Каждый выбирает для себя.
==============
Ну, что с того, что я там был.
Я был давно. Я всё забыл.
Не помню дней. Не помню дат.
Ни тех форсированных рек.
(Я неопознанный солдат.
Я рядовой. Я имярек.
Я меткой пули недолёт.
Я лёд кровавый в январе.
Я прочно впаян в этот лёд -
я в нём, как мушка в янтаре.)
Но что с того, что я там был.
Я всё избыл. Я всё забыл.
Не помню дат. Не помню дней.
Названий вспомнить не могу.
(Я топот загнанных коней.
Я хриплый окрик на бегу.
Я миг непрожитого дня.
Я бой на дальнем рубеже.
Я пламя Вечного огня
и пламя гильзы в блиндаже.)
Но что с того, что я там был,
в том грозном быть или не быть.
Я это всё почти забыл.
Я это всё хочу забыть.
Я не участвую в войне -
она участвует во мне.
И отблеск Вечного огня
дрожит на скулах у меня.
(Уже меня не исключить
из этих лет, из той войны.
Уже меня не излечить
от тех снегов, от той зимы.
И с той землёй, и с той зимой
уже меня не разлучить,
до тех снегов, где вам уже
моих следов не различить.)
Но что с того, что я там был!..
1981
================
За то, что жил да был,
за то, что ел да пил,
за все внося, как все,
согласно общей смете,
я разве не платил
за пребыванье здесь,
за то, что я гостил
у вас на белом свете?
За то, что был сюда
поставлен на постой
случайностью простой
и вовсе не по блату,
я разве не вносил
со всеми наравне
предписанную мне
пожизненную плату?
Спасибо всем за все,
спасибо вам и вам,
радевшим обо мне
и мной повелевавшим,
хотя при всем при том
я думаю, что я
не злоупотребил
гостеприимством вашим.
Осталось все про все
почти что ничего.
Прощальный свет звезды,
немыслимо далекой.
Почти что ничего,
всего-то пустяки —
немного помолчать,
присев перед дорогой.
Я вас не задержу.
Да-да, я ухожу.
Спасибо всем за все.
Счастливо оставаться.
Хотя, признаться, я
и не предполагал,
что с вами будет мне
так трудно расставаться.
/Юрий Левитанский/
==================
Стихи Левитанского «разобрали» на песни: они звучат с пластинок Никитиных, Берковского, и многих других. Да Юрий Давыдович и сам пел свою «Кепочку», хотя к песенной славе относился слегка скептически: Мне это приятно – не более того. Это более лёгкий, что ли, способ, понимаете? Для поэта, всё-таки, немножко обидный. Хорошо бы узнать: помнят ли стихи, а песню – каждый запомнит.

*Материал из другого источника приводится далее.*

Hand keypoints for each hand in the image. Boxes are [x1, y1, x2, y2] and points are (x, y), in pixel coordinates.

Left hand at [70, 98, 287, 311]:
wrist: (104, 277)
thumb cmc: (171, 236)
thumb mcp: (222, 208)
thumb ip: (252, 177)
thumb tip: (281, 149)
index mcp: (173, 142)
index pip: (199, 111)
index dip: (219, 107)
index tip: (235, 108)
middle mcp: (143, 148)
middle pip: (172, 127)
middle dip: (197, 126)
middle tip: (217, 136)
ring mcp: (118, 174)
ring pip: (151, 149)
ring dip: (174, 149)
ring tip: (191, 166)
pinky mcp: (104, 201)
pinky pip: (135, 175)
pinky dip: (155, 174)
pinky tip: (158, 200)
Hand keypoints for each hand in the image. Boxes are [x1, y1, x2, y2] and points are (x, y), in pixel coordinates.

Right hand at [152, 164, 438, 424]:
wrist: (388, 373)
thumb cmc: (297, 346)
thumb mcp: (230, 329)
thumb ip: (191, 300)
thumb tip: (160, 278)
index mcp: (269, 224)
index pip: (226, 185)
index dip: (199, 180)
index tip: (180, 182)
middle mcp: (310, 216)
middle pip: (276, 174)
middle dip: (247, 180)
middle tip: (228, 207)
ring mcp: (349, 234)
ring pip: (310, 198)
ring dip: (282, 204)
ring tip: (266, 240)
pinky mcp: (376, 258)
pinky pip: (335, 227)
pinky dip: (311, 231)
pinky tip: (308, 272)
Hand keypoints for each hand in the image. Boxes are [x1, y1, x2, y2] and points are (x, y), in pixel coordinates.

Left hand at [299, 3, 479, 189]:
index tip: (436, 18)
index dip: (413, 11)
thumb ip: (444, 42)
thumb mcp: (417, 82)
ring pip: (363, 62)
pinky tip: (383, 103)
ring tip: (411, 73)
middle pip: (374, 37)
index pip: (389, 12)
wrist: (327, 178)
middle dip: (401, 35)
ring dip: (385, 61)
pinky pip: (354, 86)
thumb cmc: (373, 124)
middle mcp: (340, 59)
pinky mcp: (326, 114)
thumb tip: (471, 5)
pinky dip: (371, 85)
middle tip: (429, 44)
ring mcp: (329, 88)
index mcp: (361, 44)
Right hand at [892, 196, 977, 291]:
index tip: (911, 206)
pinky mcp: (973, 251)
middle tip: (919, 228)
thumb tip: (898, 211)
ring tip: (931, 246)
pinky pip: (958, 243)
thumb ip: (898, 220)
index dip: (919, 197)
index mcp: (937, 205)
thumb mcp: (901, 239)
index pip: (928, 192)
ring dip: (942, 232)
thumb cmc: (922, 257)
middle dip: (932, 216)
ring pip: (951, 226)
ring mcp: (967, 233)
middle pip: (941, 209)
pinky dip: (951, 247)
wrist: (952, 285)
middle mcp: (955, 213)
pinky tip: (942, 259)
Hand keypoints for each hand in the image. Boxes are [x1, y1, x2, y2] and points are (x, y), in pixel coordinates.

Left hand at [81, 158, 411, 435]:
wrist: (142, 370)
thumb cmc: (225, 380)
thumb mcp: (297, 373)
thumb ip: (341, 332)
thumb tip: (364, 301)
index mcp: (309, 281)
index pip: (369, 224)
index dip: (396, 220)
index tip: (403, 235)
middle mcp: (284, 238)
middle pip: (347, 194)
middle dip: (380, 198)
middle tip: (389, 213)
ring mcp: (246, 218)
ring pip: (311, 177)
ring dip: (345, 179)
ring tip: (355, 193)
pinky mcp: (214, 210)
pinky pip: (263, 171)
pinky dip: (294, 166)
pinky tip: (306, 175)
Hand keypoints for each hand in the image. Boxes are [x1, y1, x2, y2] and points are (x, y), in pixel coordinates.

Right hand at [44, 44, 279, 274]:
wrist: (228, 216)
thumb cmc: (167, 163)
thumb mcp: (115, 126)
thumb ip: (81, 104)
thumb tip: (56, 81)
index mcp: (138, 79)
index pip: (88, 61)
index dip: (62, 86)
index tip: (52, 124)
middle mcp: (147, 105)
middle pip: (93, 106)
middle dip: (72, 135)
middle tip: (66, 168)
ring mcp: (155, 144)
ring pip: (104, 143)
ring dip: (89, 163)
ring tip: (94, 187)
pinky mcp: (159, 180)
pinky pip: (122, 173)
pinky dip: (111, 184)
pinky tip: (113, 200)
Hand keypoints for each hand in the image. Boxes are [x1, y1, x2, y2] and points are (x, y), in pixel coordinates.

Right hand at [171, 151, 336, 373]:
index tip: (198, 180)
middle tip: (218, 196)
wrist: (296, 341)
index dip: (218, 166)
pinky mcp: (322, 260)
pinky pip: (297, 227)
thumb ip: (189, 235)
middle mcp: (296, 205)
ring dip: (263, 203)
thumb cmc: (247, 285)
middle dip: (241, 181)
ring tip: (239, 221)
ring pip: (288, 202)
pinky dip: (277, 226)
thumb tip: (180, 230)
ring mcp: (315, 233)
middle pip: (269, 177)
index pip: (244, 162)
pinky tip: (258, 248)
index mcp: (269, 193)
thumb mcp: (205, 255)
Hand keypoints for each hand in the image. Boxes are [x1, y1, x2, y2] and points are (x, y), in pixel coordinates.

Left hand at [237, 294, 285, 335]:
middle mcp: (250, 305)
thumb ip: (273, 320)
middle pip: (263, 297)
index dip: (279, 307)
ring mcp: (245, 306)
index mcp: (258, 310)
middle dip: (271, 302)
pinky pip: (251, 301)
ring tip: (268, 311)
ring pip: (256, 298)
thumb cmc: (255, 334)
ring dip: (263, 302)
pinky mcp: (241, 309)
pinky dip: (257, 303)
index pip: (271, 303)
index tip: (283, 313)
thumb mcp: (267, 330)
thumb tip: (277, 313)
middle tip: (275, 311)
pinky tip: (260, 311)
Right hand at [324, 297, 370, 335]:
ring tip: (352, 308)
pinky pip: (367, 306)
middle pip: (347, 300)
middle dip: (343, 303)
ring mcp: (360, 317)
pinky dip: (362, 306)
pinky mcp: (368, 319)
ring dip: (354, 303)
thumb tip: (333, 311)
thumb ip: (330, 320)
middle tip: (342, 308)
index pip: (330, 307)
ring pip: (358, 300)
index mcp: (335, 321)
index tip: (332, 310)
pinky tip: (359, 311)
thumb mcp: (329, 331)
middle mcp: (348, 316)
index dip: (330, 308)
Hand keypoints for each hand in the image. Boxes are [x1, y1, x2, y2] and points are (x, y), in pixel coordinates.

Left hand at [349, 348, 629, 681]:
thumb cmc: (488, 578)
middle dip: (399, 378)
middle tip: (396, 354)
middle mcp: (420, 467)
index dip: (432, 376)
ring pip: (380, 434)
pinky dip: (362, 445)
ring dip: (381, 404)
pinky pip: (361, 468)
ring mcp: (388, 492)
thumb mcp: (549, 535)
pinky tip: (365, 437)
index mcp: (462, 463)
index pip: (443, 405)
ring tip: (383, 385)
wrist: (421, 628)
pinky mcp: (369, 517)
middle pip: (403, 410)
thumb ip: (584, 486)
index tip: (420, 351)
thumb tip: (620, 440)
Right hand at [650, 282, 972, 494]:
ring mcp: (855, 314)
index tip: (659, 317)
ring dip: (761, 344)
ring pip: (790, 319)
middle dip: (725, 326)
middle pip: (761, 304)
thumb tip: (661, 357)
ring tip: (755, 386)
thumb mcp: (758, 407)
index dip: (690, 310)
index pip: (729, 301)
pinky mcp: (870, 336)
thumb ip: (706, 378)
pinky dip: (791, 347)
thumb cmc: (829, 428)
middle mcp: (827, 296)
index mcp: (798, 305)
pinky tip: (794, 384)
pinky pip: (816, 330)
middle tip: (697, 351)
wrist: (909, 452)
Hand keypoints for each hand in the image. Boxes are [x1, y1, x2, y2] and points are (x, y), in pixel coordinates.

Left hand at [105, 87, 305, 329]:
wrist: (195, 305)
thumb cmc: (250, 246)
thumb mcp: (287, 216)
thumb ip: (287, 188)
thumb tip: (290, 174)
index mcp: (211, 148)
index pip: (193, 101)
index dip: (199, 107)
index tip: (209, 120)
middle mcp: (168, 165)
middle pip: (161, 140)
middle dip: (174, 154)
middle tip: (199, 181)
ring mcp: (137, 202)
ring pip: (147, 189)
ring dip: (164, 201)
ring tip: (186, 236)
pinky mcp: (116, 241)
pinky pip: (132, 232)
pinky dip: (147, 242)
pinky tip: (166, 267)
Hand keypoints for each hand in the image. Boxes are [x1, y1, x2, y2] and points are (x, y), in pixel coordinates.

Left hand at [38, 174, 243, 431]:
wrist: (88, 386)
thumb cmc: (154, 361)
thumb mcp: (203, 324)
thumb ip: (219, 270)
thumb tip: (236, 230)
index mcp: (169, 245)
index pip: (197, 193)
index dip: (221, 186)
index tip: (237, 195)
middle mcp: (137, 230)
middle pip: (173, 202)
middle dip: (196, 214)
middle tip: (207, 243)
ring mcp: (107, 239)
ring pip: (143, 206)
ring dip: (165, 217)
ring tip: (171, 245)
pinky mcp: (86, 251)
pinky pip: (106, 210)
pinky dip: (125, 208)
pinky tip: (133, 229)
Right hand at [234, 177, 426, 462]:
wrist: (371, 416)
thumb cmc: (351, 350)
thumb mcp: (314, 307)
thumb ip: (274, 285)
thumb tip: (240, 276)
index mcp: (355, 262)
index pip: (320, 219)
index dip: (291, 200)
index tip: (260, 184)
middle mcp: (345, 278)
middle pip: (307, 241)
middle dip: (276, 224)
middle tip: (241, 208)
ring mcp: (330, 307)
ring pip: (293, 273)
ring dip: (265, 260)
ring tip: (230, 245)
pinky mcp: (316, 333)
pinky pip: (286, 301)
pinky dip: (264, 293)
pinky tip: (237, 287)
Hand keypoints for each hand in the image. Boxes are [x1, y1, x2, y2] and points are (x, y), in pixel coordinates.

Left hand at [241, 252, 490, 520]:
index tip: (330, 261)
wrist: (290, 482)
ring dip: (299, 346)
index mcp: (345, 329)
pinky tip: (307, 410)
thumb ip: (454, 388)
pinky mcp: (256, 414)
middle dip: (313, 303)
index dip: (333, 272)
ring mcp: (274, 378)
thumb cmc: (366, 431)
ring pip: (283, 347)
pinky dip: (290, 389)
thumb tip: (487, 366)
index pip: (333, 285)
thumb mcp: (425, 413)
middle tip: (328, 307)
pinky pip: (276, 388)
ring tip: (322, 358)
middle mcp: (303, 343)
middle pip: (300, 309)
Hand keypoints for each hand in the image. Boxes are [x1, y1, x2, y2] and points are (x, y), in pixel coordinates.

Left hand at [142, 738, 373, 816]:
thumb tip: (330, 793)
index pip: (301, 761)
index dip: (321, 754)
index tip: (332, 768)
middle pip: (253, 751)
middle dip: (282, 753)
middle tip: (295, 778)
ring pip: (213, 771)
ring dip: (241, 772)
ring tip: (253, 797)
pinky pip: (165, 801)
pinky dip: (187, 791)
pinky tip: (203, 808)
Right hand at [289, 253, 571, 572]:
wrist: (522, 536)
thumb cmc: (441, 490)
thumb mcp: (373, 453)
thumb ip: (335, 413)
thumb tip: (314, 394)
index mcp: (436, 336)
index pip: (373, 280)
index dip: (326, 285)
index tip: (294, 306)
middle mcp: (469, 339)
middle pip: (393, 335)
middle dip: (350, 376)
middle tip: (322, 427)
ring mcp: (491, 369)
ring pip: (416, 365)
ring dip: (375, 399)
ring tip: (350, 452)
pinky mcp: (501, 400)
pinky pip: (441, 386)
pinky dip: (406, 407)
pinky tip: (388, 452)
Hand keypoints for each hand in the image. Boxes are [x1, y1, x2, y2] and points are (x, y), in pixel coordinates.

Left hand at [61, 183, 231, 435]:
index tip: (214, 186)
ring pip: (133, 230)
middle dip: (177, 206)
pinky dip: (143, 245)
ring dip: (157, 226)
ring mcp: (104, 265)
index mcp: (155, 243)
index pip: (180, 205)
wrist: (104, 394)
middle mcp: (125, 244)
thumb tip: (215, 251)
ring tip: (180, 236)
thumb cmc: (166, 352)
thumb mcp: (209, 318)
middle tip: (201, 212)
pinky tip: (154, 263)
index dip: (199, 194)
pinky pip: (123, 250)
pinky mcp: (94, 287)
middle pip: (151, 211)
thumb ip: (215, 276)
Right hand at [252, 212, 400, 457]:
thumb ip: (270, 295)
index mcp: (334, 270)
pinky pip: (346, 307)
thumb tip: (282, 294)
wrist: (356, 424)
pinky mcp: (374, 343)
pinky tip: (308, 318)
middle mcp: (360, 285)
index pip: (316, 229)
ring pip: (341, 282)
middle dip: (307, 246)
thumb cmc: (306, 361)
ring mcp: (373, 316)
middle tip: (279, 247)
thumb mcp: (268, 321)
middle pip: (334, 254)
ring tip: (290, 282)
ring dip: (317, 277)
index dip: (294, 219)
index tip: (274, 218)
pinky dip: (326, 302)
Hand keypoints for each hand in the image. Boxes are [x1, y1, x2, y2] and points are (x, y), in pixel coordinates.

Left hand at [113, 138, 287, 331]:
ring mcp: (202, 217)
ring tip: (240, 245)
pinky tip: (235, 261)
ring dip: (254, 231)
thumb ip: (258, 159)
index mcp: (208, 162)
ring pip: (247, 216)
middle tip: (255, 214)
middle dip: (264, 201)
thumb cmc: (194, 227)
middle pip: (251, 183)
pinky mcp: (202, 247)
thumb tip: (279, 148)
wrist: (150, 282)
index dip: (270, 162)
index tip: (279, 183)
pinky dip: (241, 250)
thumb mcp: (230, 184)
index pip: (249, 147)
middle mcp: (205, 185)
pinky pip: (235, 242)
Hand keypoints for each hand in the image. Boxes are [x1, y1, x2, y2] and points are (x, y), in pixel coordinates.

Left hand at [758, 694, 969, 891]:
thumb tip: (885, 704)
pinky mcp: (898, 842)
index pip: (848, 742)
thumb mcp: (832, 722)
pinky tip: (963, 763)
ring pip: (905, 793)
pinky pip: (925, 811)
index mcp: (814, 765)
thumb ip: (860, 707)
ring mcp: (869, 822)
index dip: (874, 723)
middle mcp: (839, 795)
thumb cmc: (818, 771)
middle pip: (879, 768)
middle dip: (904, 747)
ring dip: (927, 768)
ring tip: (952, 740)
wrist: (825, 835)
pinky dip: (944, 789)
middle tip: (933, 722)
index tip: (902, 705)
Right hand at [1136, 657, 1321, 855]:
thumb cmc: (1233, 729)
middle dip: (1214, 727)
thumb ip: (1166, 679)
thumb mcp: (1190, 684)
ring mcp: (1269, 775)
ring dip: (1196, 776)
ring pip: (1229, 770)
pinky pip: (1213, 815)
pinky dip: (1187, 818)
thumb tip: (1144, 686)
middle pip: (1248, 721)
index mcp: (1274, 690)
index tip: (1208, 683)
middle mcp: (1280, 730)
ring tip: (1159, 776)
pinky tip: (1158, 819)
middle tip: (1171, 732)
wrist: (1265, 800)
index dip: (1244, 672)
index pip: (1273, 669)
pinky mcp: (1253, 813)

Помнят. Потому, что в поэзии Левитанского вместе с музыкой живёт созвучная с нею мудрость. Мудрость, не вгоняемая в рамки чьих-то канонов, тем и ярлыков.
Один журналист, придя к нему брать интервью, попросил: давайте обозначим круг тем, главных идей вашего творчества. Левитанский печально вздохнул:
– Дорогой мой, у поэзии и у любви круга нет...
***
Конечно, Левитанского постоянно пытались втиснуть в какие-нибудь рамки. Для начала – в плеяду поэтов-фронтовиков. Да, он был на войне, он лежал на подмосковном снегу сорок первого года вторым номером пулеметного расчёта рядом со своим другом поэтом Семёном Гудзенко. Да, он дошёл фронтовыми дорогами до Будапешта. Но на том его общность с фронтовой плеядой и закончилась. Ведь Левитанский – поздний поэт. По-настоящему, как поэт, он родился только в «Кинематографе» – в 1970 году, уже сорокавосьмилетним. А в 54 года книгой «День такой-то» это рождение узаконил окончательно. И если и писал о войне, то совершенно с другой высоты – с высоты более позднего духовного опыта.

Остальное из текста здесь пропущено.